Dieser Roman eignet sich als perfekte Sommerlektüre. Es geht um Sex, Reichtum, den amerikanischen Traum, Intrigen und Mord. Und auch Corona spielt eine Rolle. Als Leser registriert man die Anspielungen auf das Tragen von Masken oder das Abstand halten mit einem gewissen Befremden, als läge diese Zeit unendlich weit zurück.
Conor O’Toole, der Protagonist von Teddy Waynes 2024 erschienenem Roman „Der Gewinner“, ist ein angehender Anwalt, der aus schwierigen Familienverhältnissen kommt. Sein Vater, so erfahren wir im Laufe der Lektüre, hat sich das Leben genommen. Conor und seine Mutter haben diese schmerzliche Wahrheit nach außen immer ausgeblendet und den Suizid als Herzinfarkt verkauft. Conor ist ein begabter Tennisspieler und ein guter Sohn. Er unterstützt seine einsame, arbeitslos gewordene Mutter, die an Diabetes leidet und Angst vor einer Ansteckung mit dem Covid-Virus hat.
In Massachusetts ergattert der blendend aussehende junge Mann einen Sommerjob als Tennislehrer für gut betuchte Manager und Anwälte. Zunächst geht es der nicht unsympathisch gezeichneten Hauptfigur darum, für seine Mutter zu sorgen, mit Tennisstunden Schulden abzubezahlen und bald eine Anstellung als Anwalt zu bekommen.
Doch dann kommt Catherine ins Spiel, eine geheimnisvolle Frau in der Mitte ihrer Jahre, schön, offenkundig dem Alkohol zugetan und gelangweilt. Sie nimmt sich Conor als Spielzeug und zahlt ihm das Doppelte des üblichen Stundensatzes für die angebotenen Tennisstunden für andere Dienstleistungen. Ältere Semester werden sich an Mrs. Robinson und den Film „Die Reifeprüfung“ erinnert fühlen, nur mit deutlich mehr Sex.

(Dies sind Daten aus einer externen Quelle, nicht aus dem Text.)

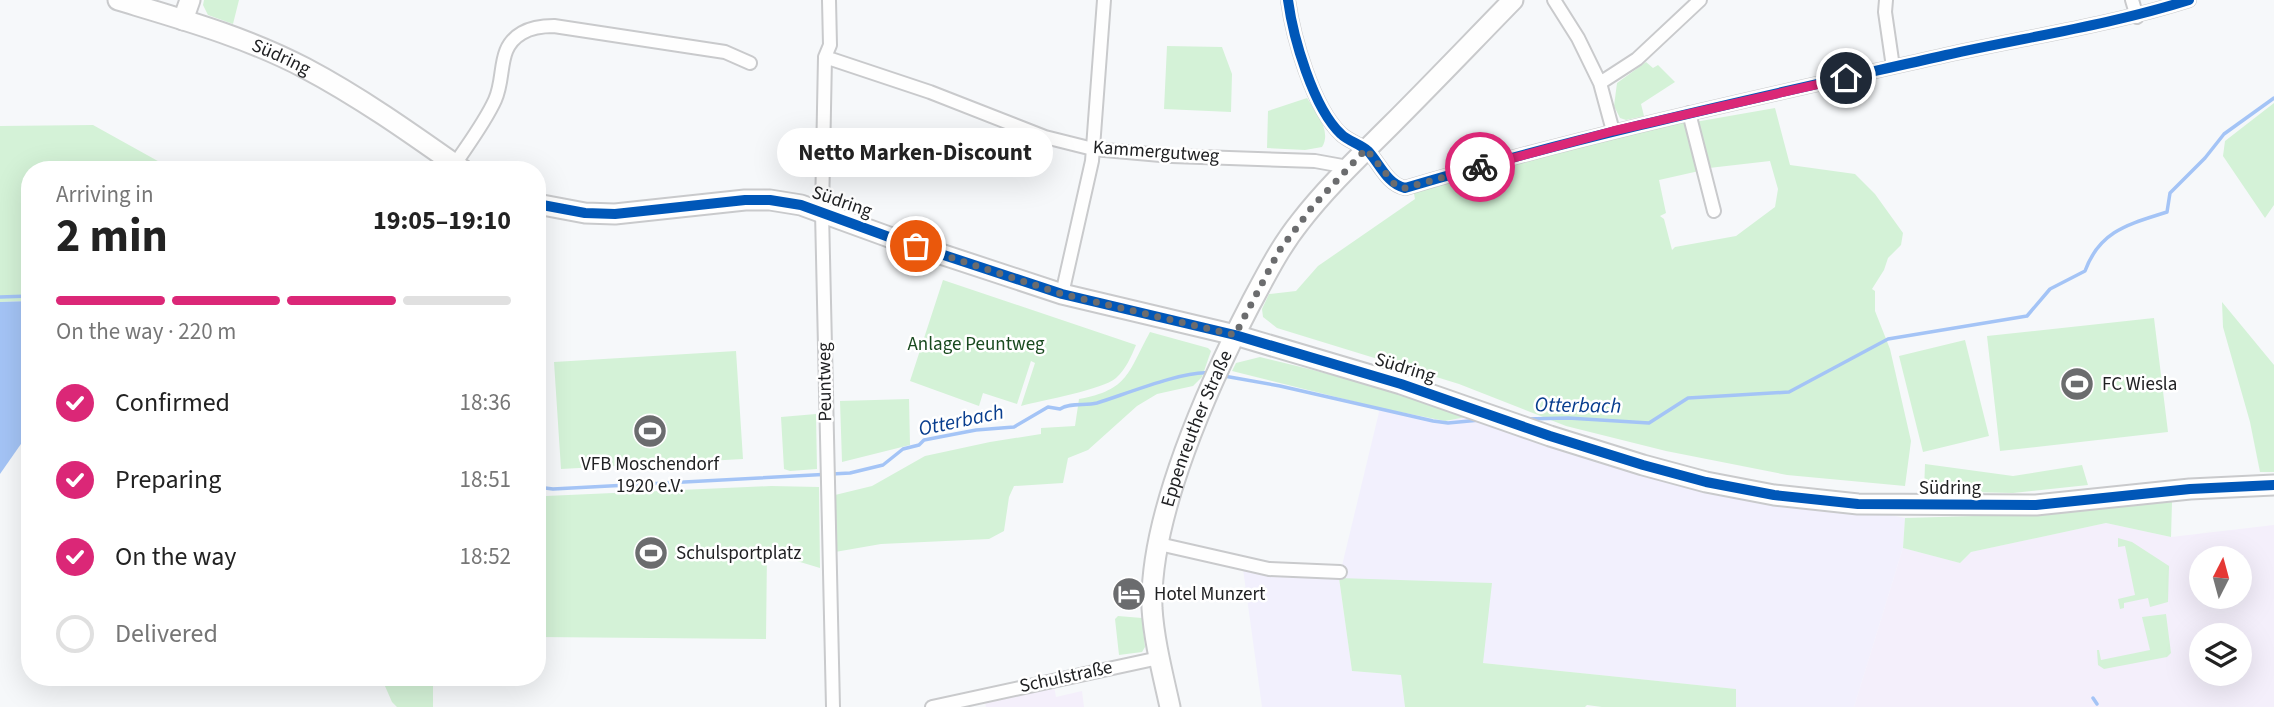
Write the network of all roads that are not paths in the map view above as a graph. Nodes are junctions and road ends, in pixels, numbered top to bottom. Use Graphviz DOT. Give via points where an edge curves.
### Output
graph roads {
  1 [pos="118,0"];
  2 [pos="190,0"];
  3 [pos="829,0"];
  4 [pos="1104,0"];
  5 [pos="1288,0"];
  6 [pos="1513,0"];
  7 [pos="1554,0"];
  8 [pos="1700,0"];
  9 [pos="1886,0"];
  10 [pos="2132,0"];
  11 [pos="2189,0"];
  12 [pos="2137,17"];
  13 [pos="183,20"];
  14 [pos="825,57"];
  15 [pos="750,63"];
  16 [pos="1893,67"];
  17 [pos="1600,83"];
  18 [pos="1689,113"];
  19 [pos="1613,131"];
  20 [pos="1093,149"];
  21 [pos="1366,149"];
  22 [pos="450,161"];
  23 [pos="462,161"];
  24 [pos="1348,167"];
  25 [pos="546,206"];
  26 [pos="1714,211"];
  27 [pos="822,212"];
  28 [pos="1062,294"];
  29 [pos="1235,335"];
  30 [pos="2274,485"];
  31 [pos="1159,544"];
  32 [pos="1340,572"];
  33 [pos="1159,658"];
  34 [pos="833,707"];
  35 [pos="932,707"];
  36 [pos="1170,707"];
  1 -- 13 [label="street, Südring"];
  2 -- 13 [label="street"];
  3 -- 14 [label="street" via="830,45"];
  4 -- 20 [label="street"];
  5 -- 21 [label="street" via="1306,69 1329,121 1343,136"];
  6 -- 21 [label="street, Eppenreuther Straße"];
  7 -- 17 [label="street"];
  8 -- 17 [label="street" via="1637,59"];
  9 -- 16 [label="street"];
  10 -- 12 [label="street"];
  11 -- 12 [label="street"];
  12 -- 16 [label="street"];
  13 -- 22 [label="street, Südring" via="304,67"];
  14 -- 20 [label="street, Kammergutweg"];
  14 -- 27 [label="street, Peuntweg"];
  15 -- 23 [label="street" via="725,52 554,26 533,29 509,44 497,97"];
  16 -- 18 [label="street"];
  17 -- 19 [label="street"];
  18 -- 19 [label="street"];
  18 -- 26 [label="street"];
  19 -- 21 [label="street" via="1405,188 1396,186"];
  20 -- 24 [label="street, Kammergutweg" via="1315,161"];
  20 -- 28 [label="street"];
  21 -- 24 [label="street, Eppenreuther Straße"];
  24 -- 29 [label="street, Eppenreuther Straße" via="1279,251"];
  25 -- 27 [label="street, Südring" via="615,214 748,200 801,205"];
  27 -- 28 [label="street, Südring"];
  27 -- 34 [label="street, Peuntweg"];
  28 -- 29 [label="street, Südring"];
  29 -- 30 [label="street, Südring" via="1443,398 1549,436 1706,482 1774,495 1858,504 2036,505"];
  29 -- 31 [label="street, Eppenreuther Straße" via="1172,490"];
  31 -- 32 [label="street" via="1269,569"];
  31 -- 33 [label="street, Eppenreuther Straße" via="1152,608"];
  33 -- 35 [label="street, Schulstraße"];
  33 -- 36 [label="street, Eppenreuther Straße"];
}
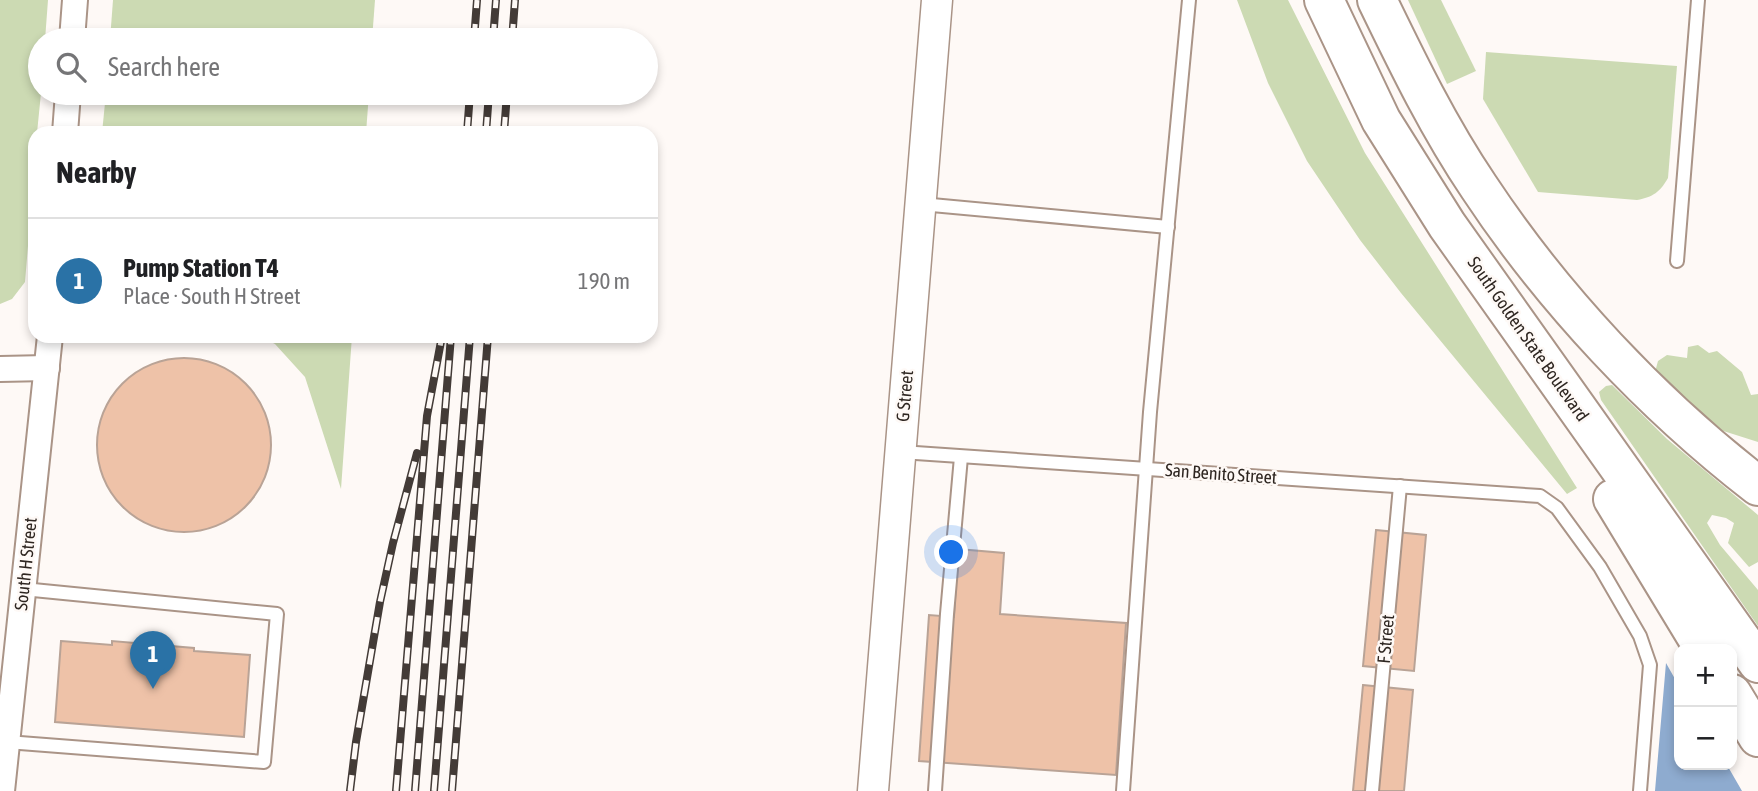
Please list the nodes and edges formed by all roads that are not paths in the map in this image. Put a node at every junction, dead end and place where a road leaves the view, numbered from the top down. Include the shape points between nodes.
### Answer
1 (75, 0) edge
2 (937, 0) edge
3 (1189, 0) edge
4 (1324, 0) edge
5 (1377, 0) edge
6 (1698, 0) edge
7 (73, 28) edge
8 (67, 105) edge
9 (66, 126) edge
10 (920, 204) junction
11 (1447, 225) junction
12 (1168, 227) junction
13 (1677, 261) dead end
14 (49, 343) edge
15 (47, 368) junction
16 (0, 369) edge
17 (901, 452) junction
18 (961, 457) junction
19 (1147, 470) junction
20 (1400, 486) junction
21 (1758, 486) edge
22 (23, 589) junction
23 (1701, 644) edge
24 (1758, 663) edge
25 (1737, 702) edge
26 (1758, 737) edge
27 (7, 742) junction
28 (2, 791) edge
29 (873, 791) edge
30 (935, 791) edge
31 (1123, 791) edge
32 (1372, 791) edge
33 (1640, 791) edge

1 - 7 street
2 - 10 street, G Street
3 - 12 lane
4 - 11 highway, South Golden State Boulevard via 1381,120
5 - 21 highway via 1417,83 1478,186 1544,275 1667,407
6 - 13 lane
8 - 9 street
10 - 12 lane
10 - 17 street, G Street
11 - 23 highway
11 - 24 highway, South Golden State Boulevard
12 - 19 lane
14 - 15 street, South H Street
15 - 16 street
15 - 22 street, South H Street
17 - 18 lane, San Benito Street
17 - 29 street, G Street
18 - 19 lane, San Benito Street
18 - 30 lane
19 - 20 lane, San Benito Street
19 - 31 lane
20 - 32 lane, F Street
20 - 33 lane, San Benito Street via 1541,496 1557,508 1600,566 1640,636 1650,665
22 - 27 street, South H Street
22 - 27 lane via 277,614 264,762
25 - 26 highway
27 - 28 street, South H Street

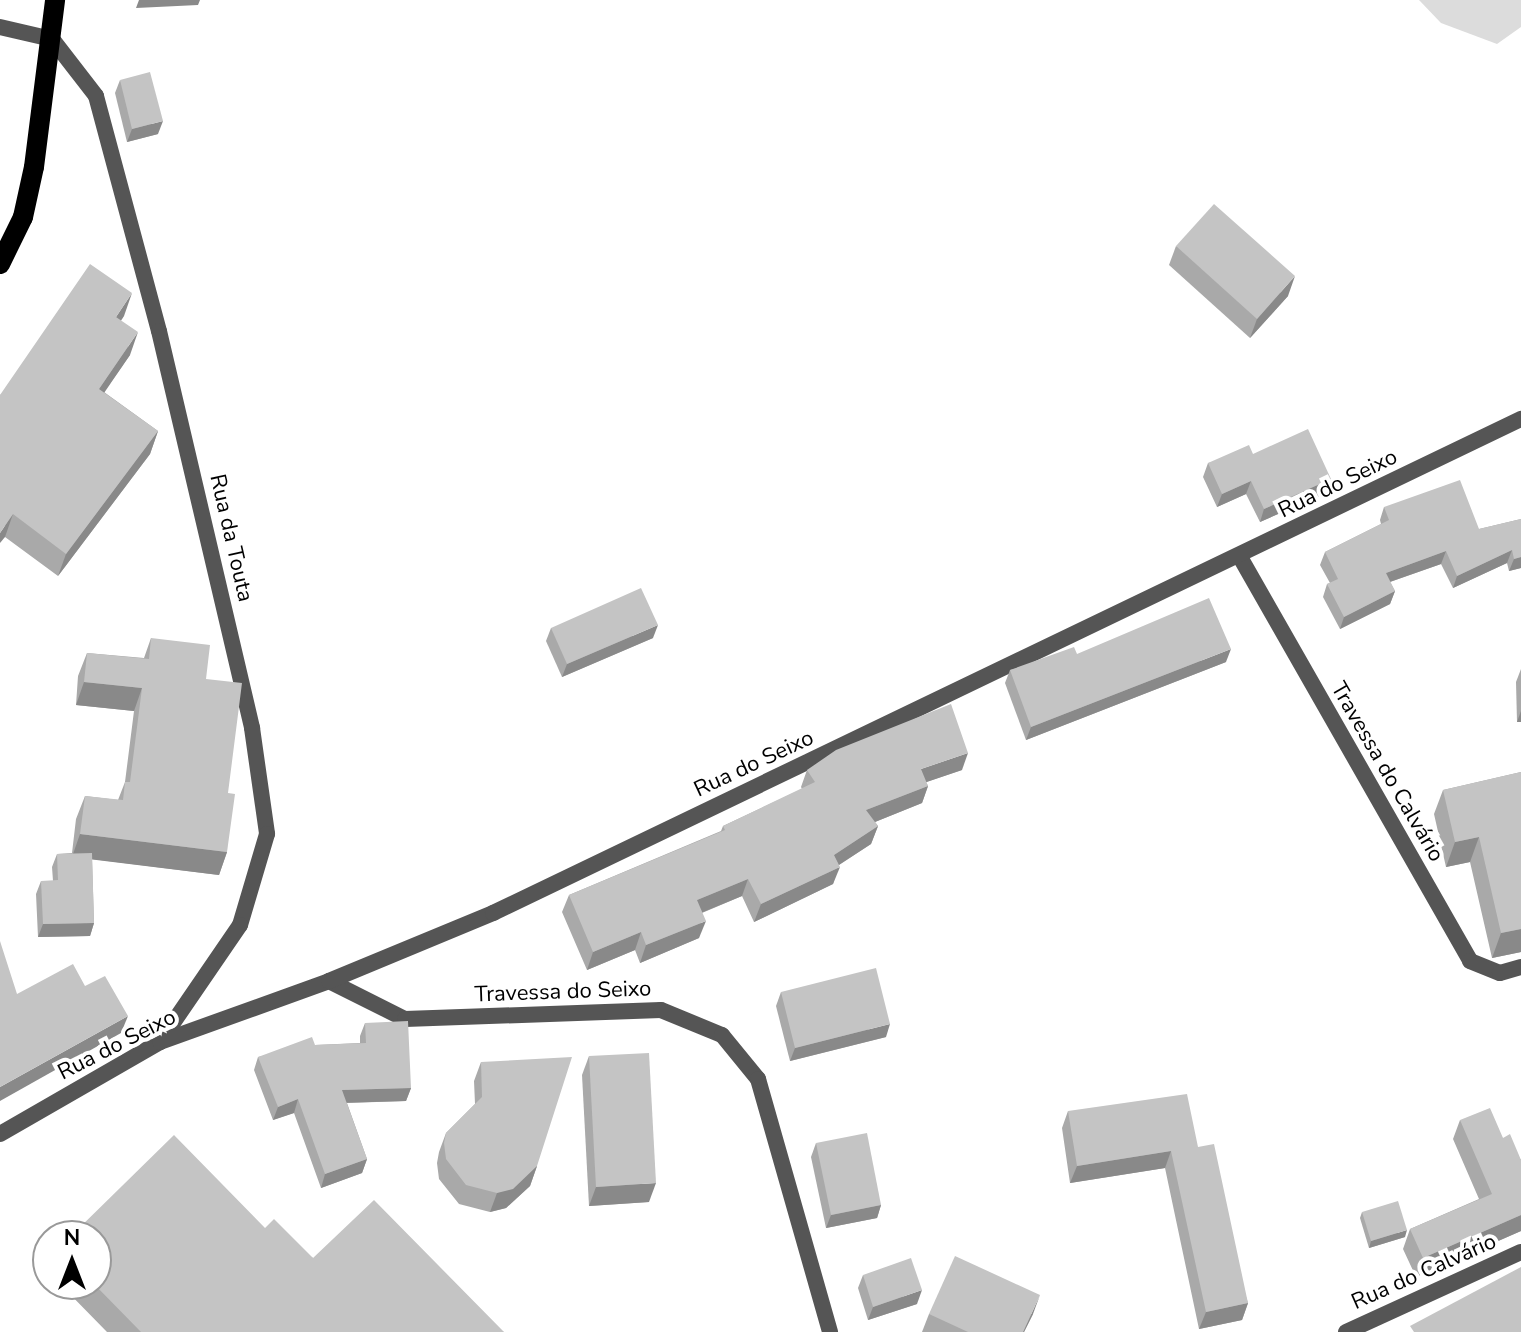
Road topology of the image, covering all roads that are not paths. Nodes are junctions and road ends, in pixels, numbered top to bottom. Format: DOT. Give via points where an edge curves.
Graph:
graph roads {
  1 [pos="55,0"];
  2 [pos="0,27"];
  3 [pos="52,39"];
  4 [pos="0,264"];
  5 [pos="1521,419"];
  6 [pos="1240,557"];
  7 [pos="1521,967"];
  8 [pos="329,981"];
  9 [pos="160,1042"];
  10 [pos="0,1134"];
  11 [pos="1521,1252"];
  12 [pos="830,1332"];
  13 [pos="1346,1332"];
  1 -- 3 [label="main road"];
  2 -- 3 [label="street"];
  3 -- 4 [label="main road" via="23,217"];
  3 -- 9 [label="street, Rua da Touta" via="96,96 195,479 252,728 267,834 240,925"];
  5 -- 6 [label="street, Rua do Seixo"];
  6 -- 7 [label="street, Travessa do Calvário" via="1470,961 1500,973"];
  6 -- 8 [label="street, Rua do Seixo" via="507,906"];
  8 -- 9 [label="street, Rua do Seixo"];
  8 -- 12 [label="street, Travessa do Seixo" via="405,1019 661,1010 722,1035 758,1079"];
  9 -- 10 [label="street, Rua do Seixo"];
  11 -- 13 [label="street, Rua do Calvário"];
}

Zunächst scheint dies das perfekte Arrangement für Conor zu sein, der immer mehr aus der Rolle des sich sorgenden Sohns herauswächst und immer stärker den eigenen Vorteil in den Blick nimmt. Bald darauf lernt er Emily kennen, die – wie es der Zufall will – die Tochter der reifen Catherine ist. Nun nimmt das Unglück seinen Lauf, und aus dem erotisch angehauchten Gesellschaftsroman wird auch noch ein Kriminalstück.
Teddy Wayne ist kein neuer John Updike und liefert auch nicht DAS amerikanische Sittengemälde unserer Zeit. Conor hat auch nicht das Format von Tom Ripley aus den Romanen von Patricia Highsmith. Doch „Der Gewinner“ ist ein süffig geschriebener Roman, den man in einem Rutsch an einem sonnigen Wochenende bei dem einen oder anderen Drink auf der Terrasse oder dem Balkon lesen kann. William Somerset Maugham soll gesagt haben: „Kein Lesen ist der Mühe wert, wenn es nicht unterhält.“ Teddy Wayne unterhält.
Teddy Wayne: Der Gewinner. Roman. Hoffmann und Campe Verlag: Hamburg 2024. 366 Seiten. 25 Euro.